→ **WORK INSTRUCTION**:
The lines to return are the one containing "index mcp: (871, 752)" and all that follow it in the entries below, duplicated exactly and nothing else.
-------
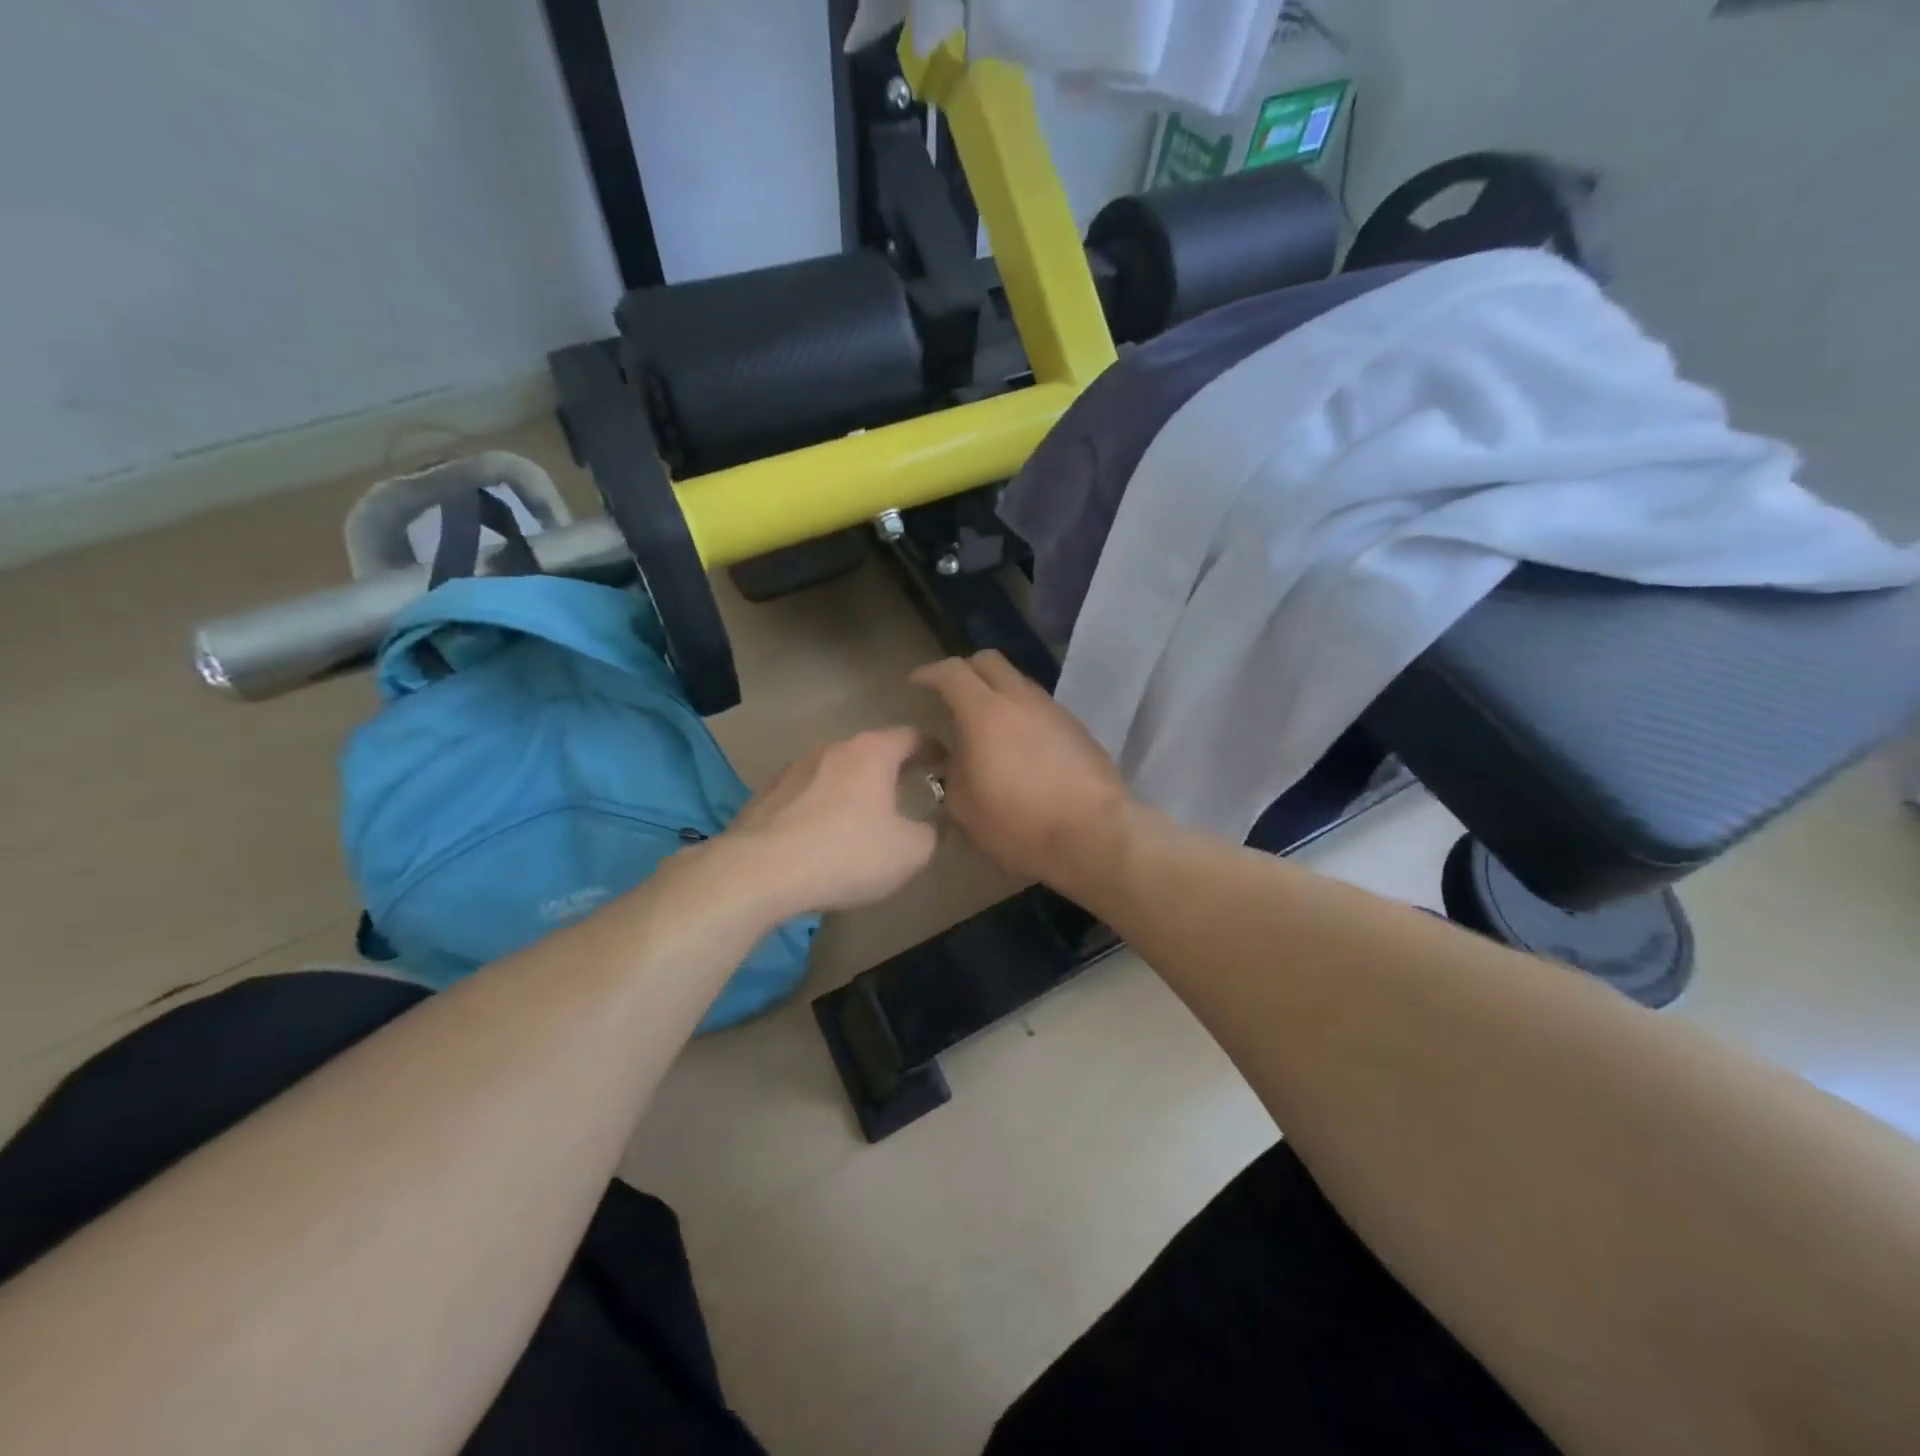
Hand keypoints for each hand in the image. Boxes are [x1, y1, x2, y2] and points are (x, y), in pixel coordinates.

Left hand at [721, 728, 939, 917]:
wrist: (759, 872)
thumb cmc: (846, 854)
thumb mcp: (909, 853)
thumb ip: (930, 834)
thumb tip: (929, 827)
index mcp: (871, 752)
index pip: (912, 736)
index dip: (934, 749)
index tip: (946, 765)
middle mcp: (831, 749)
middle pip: (871, 751)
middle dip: (892, 769)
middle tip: (909, 790)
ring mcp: (793, 769)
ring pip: (834, 772)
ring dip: (852, 788)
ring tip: (862, 817)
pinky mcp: (765, 794)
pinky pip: (805, 795)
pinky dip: (820, 807)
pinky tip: (820, 835)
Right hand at [909, 651, 1135, 891]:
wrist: (1094, 835)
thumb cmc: (1020, 823)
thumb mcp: (965, 808)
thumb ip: (953, 774)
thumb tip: (957, 761)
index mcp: (985, 712)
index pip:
-------
→ **RESULT FOR THIS EXERCISE**:
index mcp: (871, 752)
index pip: (912, 736)
index dip: (934, 749)
index tip: (946, 765)
middle mcp: (831, 749)
middle pip: (871, 751)
middle dip: (892, 769)
middle tip: (909, 790)
ring mcp: (793, 769)
ring pip: (834, 772)
ring dip: (852, 788)
ring tip: (862, 817)
pinky mcp: (765, 794)
pinky pip: (805, 795)
pinky dip: (820, 807)
pinky tip: (820, 835)
Right hand at [909, 651, 1135, 891]:
wrist: (1094, 835)
thumb cmc: (1020, 823)
thumb mcp: (965, 808)
thumb ip: (953, 774)
thumb tip: (957, 761)
index mcp: (985, 712)
index pip:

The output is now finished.